The examination of the relative growth of citation impact with respect to the number of papers over time of the various collaborative types gives novel insights. The growth of citation impact of domestic multi-authored ISLS articles increased 2.55 times while growth of citation impact to single-authored papers increased 2.41. Similar findings were reported for the Natural Sciences (Ronda-Pupo and Katz 2017) and in the field of Management (Ronda-Pupo and Katz 2016a). The impact of international multi-authored articles increased 2.40 times with a doubling in the number of internationally multi-authored papers. Contrary to the findings of (Sin 2011), a greater relative growth of citation impact for domestic multi-authored articles was shown when compared to the relative growth in the number of domestically multi-authored articles versus when compared to the relative growth of citation impact to the growth of internationally multi-authored papers.

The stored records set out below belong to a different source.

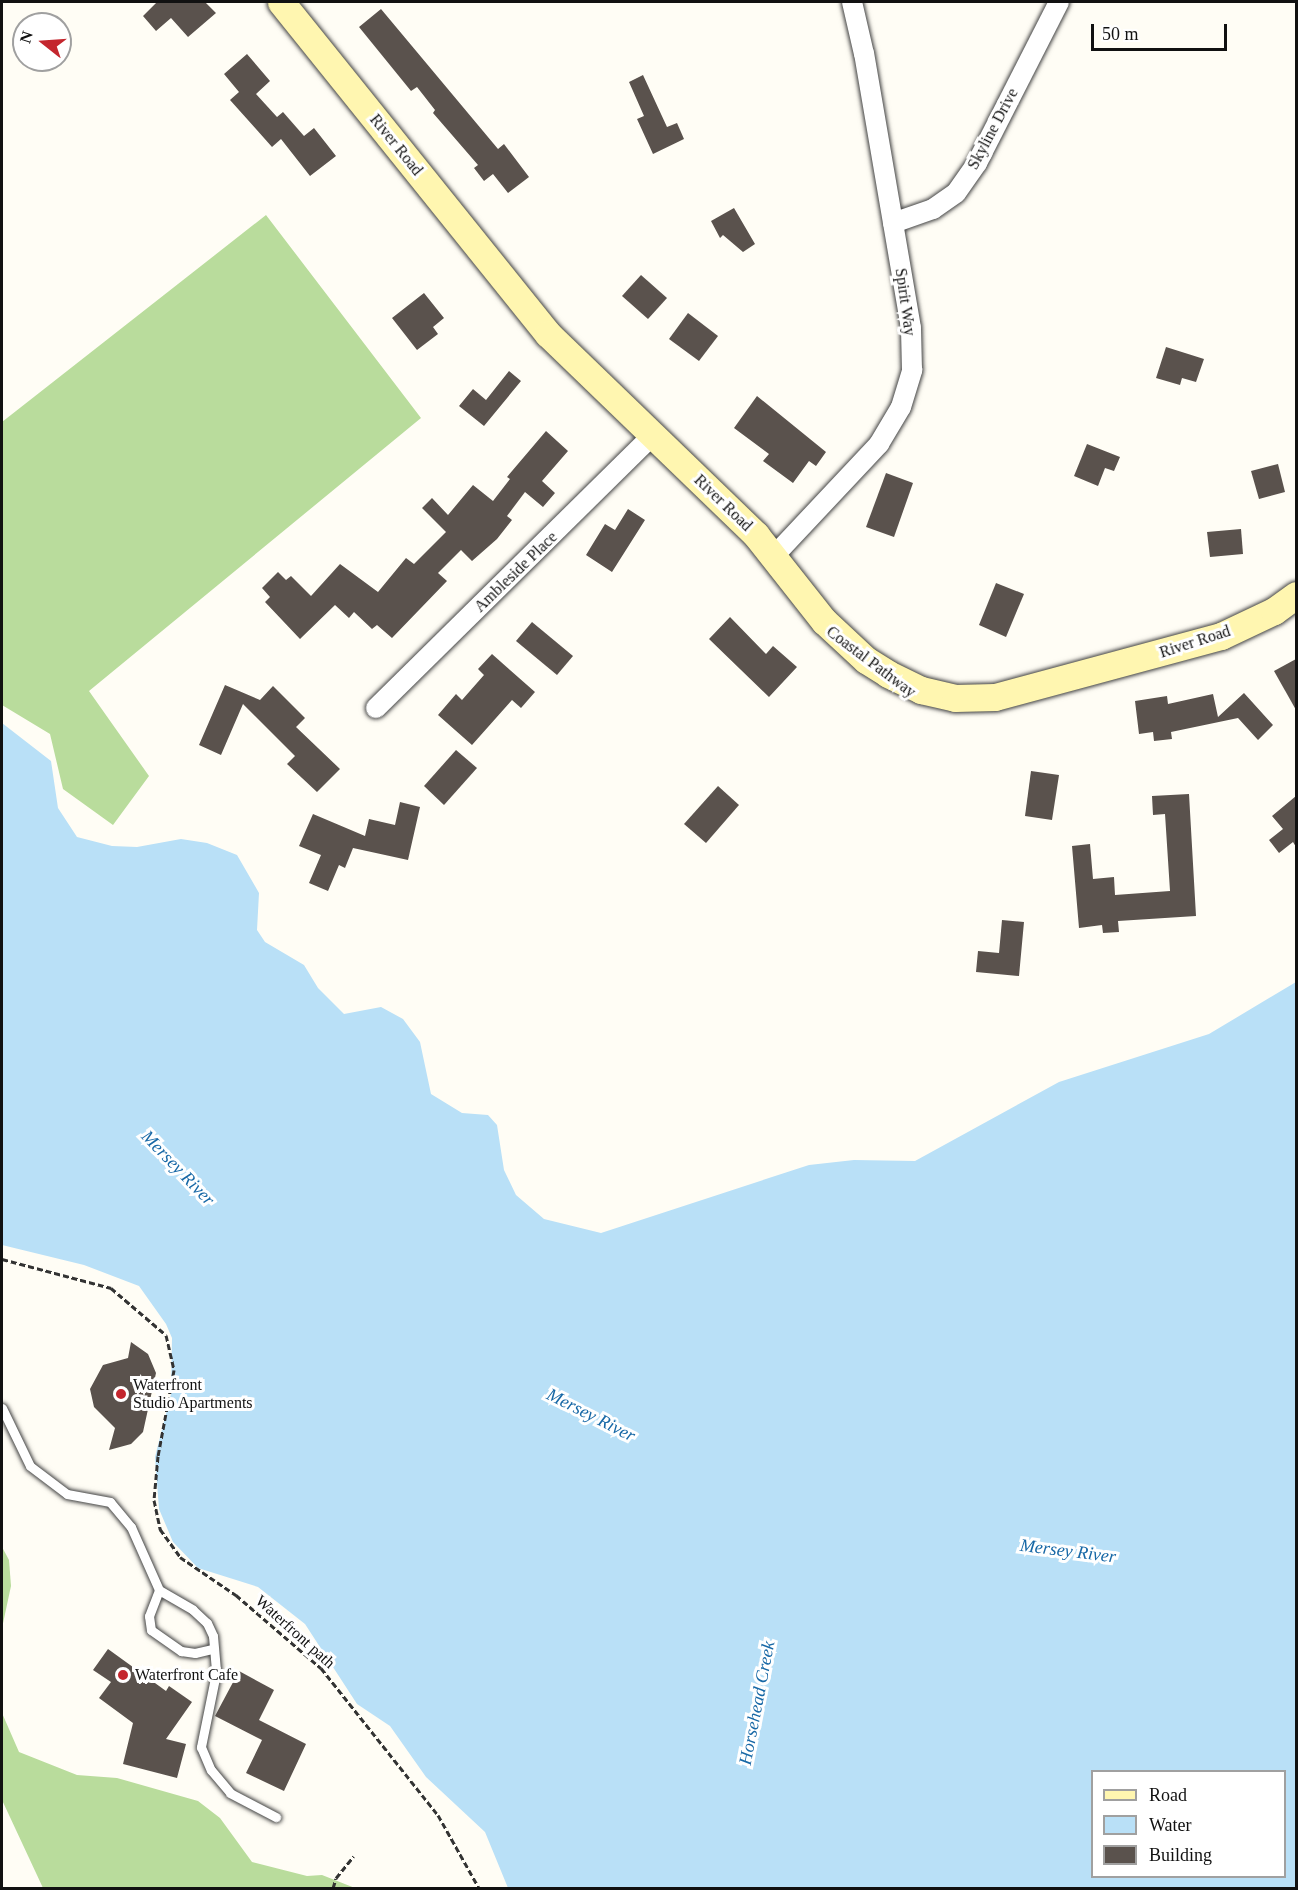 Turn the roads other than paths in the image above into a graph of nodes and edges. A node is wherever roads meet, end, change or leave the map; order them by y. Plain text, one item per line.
1 (280, 2) edge
2 (852, 2) edge
3 (1059, 2) edge
4 (893, 223) junction
5 (653, 435) junction
6 (773, 557) junction
7 (1296, 595) edge
8 (376, 708) dead end
9 (2, 1408) edge
10 (159, 1590) junction
11 (213, 1649) junction
12 (276, 1817) dead end

1 - 5 main road, River Road
2 - 4 street, Spirit Way
3 - 4 street, Skyline Drive
4 - 6 street, Spirit Way
5 - 6 main road, River Road
5 - 8 street, Ambleside Place
6 - 7 main road, River Road
9 - 10 lane
10 - 11 lane
10 - 11 lane
11 - 12 lane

In general, the results show that for both types of multi-authored articles, domestic and international, the scaling exponents increased over time while the exponents of single-authored papers decreased. This behavior is similar to a finding previously reported (Ronda-Pupo and Katz 2016a, 2017) supporting the idea that collaboration is a driver fostering greater citation impact in scientific fields.

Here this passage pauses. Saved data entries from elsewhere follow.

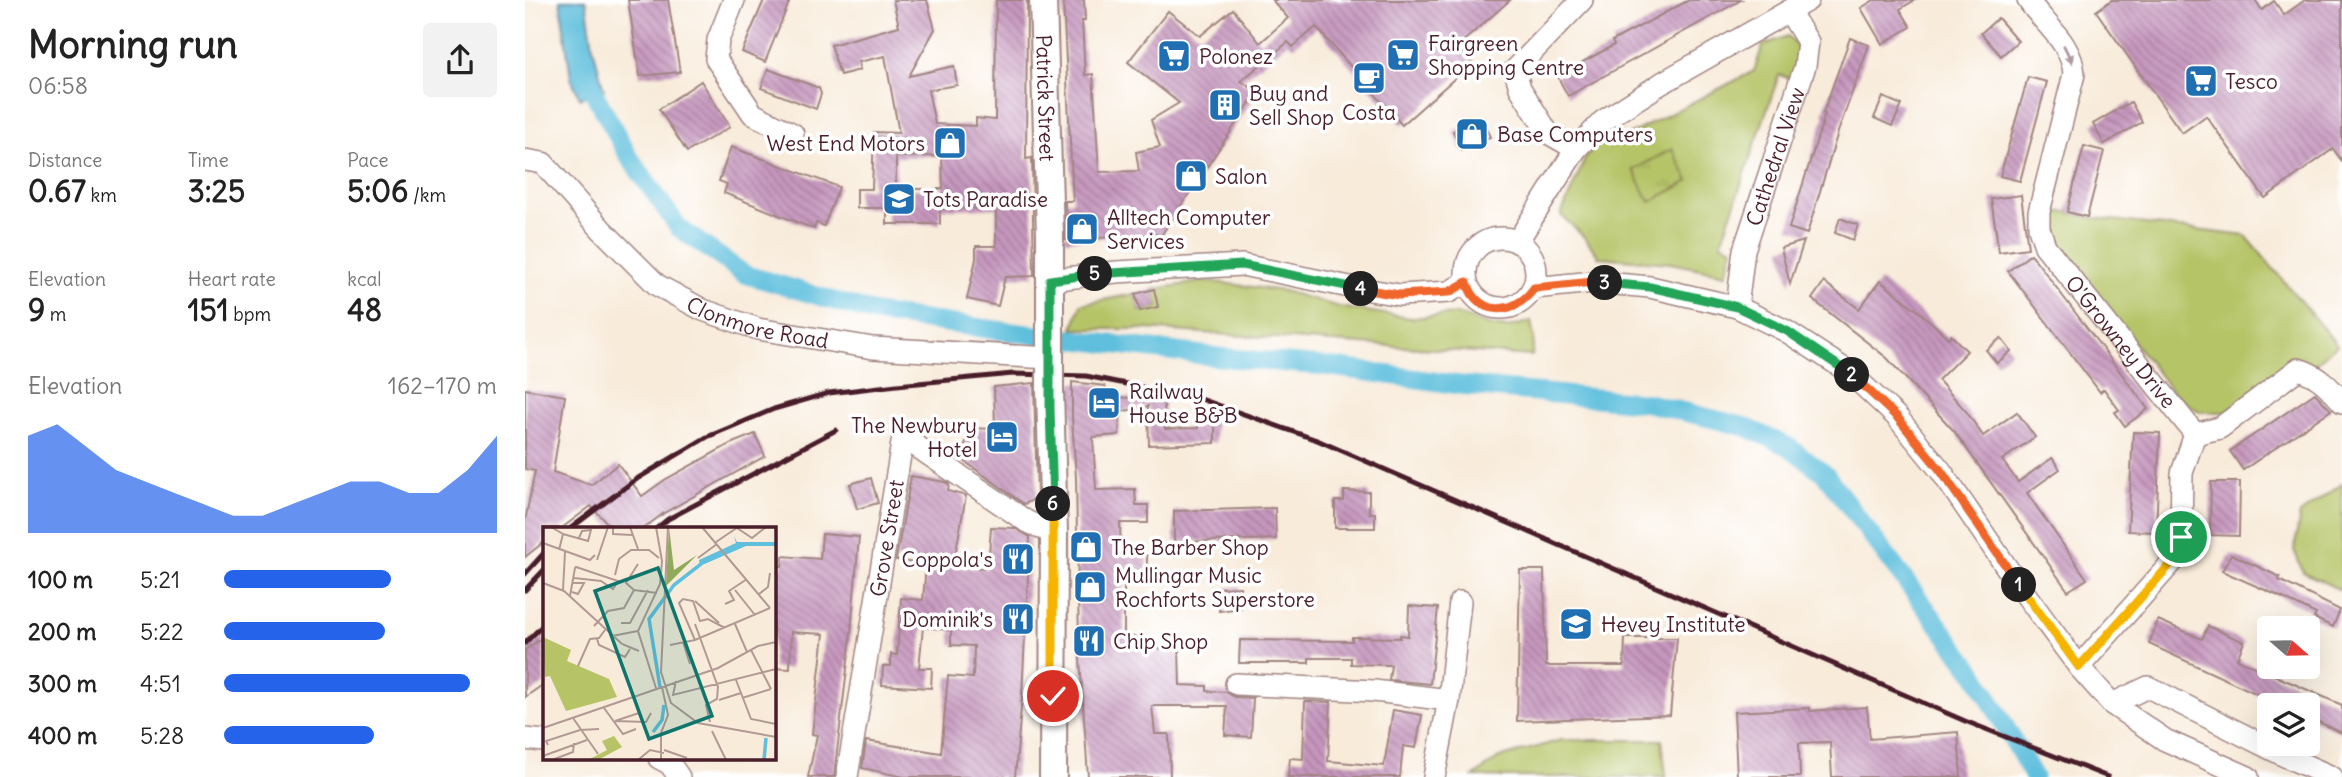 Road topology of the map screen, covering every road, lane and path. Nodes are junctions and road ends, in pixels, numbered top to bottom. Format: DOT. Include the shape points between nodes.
graph roads {
  1 [pos="734,0"];
  2 [pos="1043,0"];
  3 [pos="1582,0"];
  4 [pos="1808,0"];
  5 [pos="2028,0"];
  6 [pos="1789,11"];
  7 [pos="793,134"];
  8 [pos="1576,149"];
  9 [pos="525,160"];
  10 [pos="1517,242"];
  11 [pos="1050,280"];
  12 [pos="1467,282"];
  13 [pos="1534,288"];
  14 [pos="1737,307"];
  15 [pos="1050,369"];
  16 [pos="2342,402"];
  17 [pos="2195,434"];
  18 [pos="1054,534"];
  19 [pos="1460,602"];
  20 [pos="2079,667"];
  21 [pos="1236,684"];
  22 [pos="2106,698"];
  23 [pos="1449,700"];
  24 [pos="525,740"];
  25 [pos="543,741"];
  26 [pos="663,760"];
  27 [pos="679,777"];
  28 [pos="847,777"];
  29 [pos="1053,777"];
  30 [pos="1434,777"];
  31 [pos="2248,777"];
  32 [pos="2332,777"];
  1 -- 7 [label="street" via="718,40 716,59 753,114"];
  2 -- 11 [label="main road, Patrick Street"];
  3 -- 8 [label="street" via="1515,70 1520,88 1548,133"];
  4 -- 6 [label="street"];
  5 -- 17 [label="street, O'Growney Drive, one-way" via="2065,46 2074,74 2039,212 2045,246"];
  6 -- 8 [label="street" via="1603,121"];
  6 -- 14 [label="street, Cathedral View" via="1808,42 1805,66 1744,250"];
  8 -- 10 [label="street"];
  9 -- 15 [label="street, Clonmore Road" via="543,163 657,285 703,310 758,330"];
  10 -- 12 [label="street" via="1493,238 1482,243 1468,260"];
  10 -- 13 [label="street" via="1534,259"];
  11 -- 12 [label="street" via="1242,265 1400,295 1449,292"];
  11 -- 15 [label="main road, Patrick Street"];
  12 -- 13 [label="street" via="1477,299 1498,309 1519,304"];
  13 -- 14 [label="street" via="1593,282 1650,287"];
  14 -- 20 [label="street" via="1787,331 1849,372 1897,417 1941,471"];
  15 -- 18 [label="main road, Patrick Street"];
  16 -- 17 [label="street" via="2326,383 2298,369 2220,428"];
  17 -- 20 [label="street" via="2182,473 2181,537 2174,560"];
  18 -- 28 [label="street, Grove Street" via="903,437"];
  18 -- 29 [label="main road, Patrick Street"];
  19 -- 23 [label="street"];
  20 -- 22 [label="street"];
  21 -- 23 [label="street"];
  22 -- 31 [label="street" via="2165,740"];
  22 -- 32 [label="street" via="2148,687"];
  23 -- 30 [label="street"];
  24 -- 25 [label="street"];
  26 -- 27 [label="street"];
}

An effect that is important to note is that when the power law approach is used to assess the bivariate correlation between citation impact and authorship patterns over time or at points in time, the hypothesis that collaboration is a driver to foster citation impact is supported. However, studies that have analyzed this relationship using nonparametric statistics do not always support this finding.

An examination of how citation impact increases with journal sizes by collaboration type produced additional novel insights. The scaling correlations between citation impact and journal sizes were \(> 1.0\), irrespective of collaboration type, indicative of a Matthew Effect. Multi-authored articles increased their citation impact 2.53 times when the number of multi-authored articles published in a journal in a year doubled. The citation impact of single-authored articles increased 2.41 times when they were doubled in a year.

The present study supports the notion of greater cumulative advantage of citation impact of multi-authored articles over single-authored ones. These findings are similar to previous results reported for articles in management journals (Ronda-Pupo and Katz 2016a) and the domain of Natural Sciences (Ronda-Pupo and Katz 2017).

The practical implication for ISLS policy makers and research evaluation bodies is that the results support previous findings that research collaboration is a driver to enhance productivity and citation impact. Currently, the ISLS scientific community gains more citation impact through domestic than international collaboration. Two questions remain: (1) will domestic collaboration continue to have a stronger Matthew Effect than international collaboration in the future and (2) will the Matthew Effect of single-author papers continue to decline?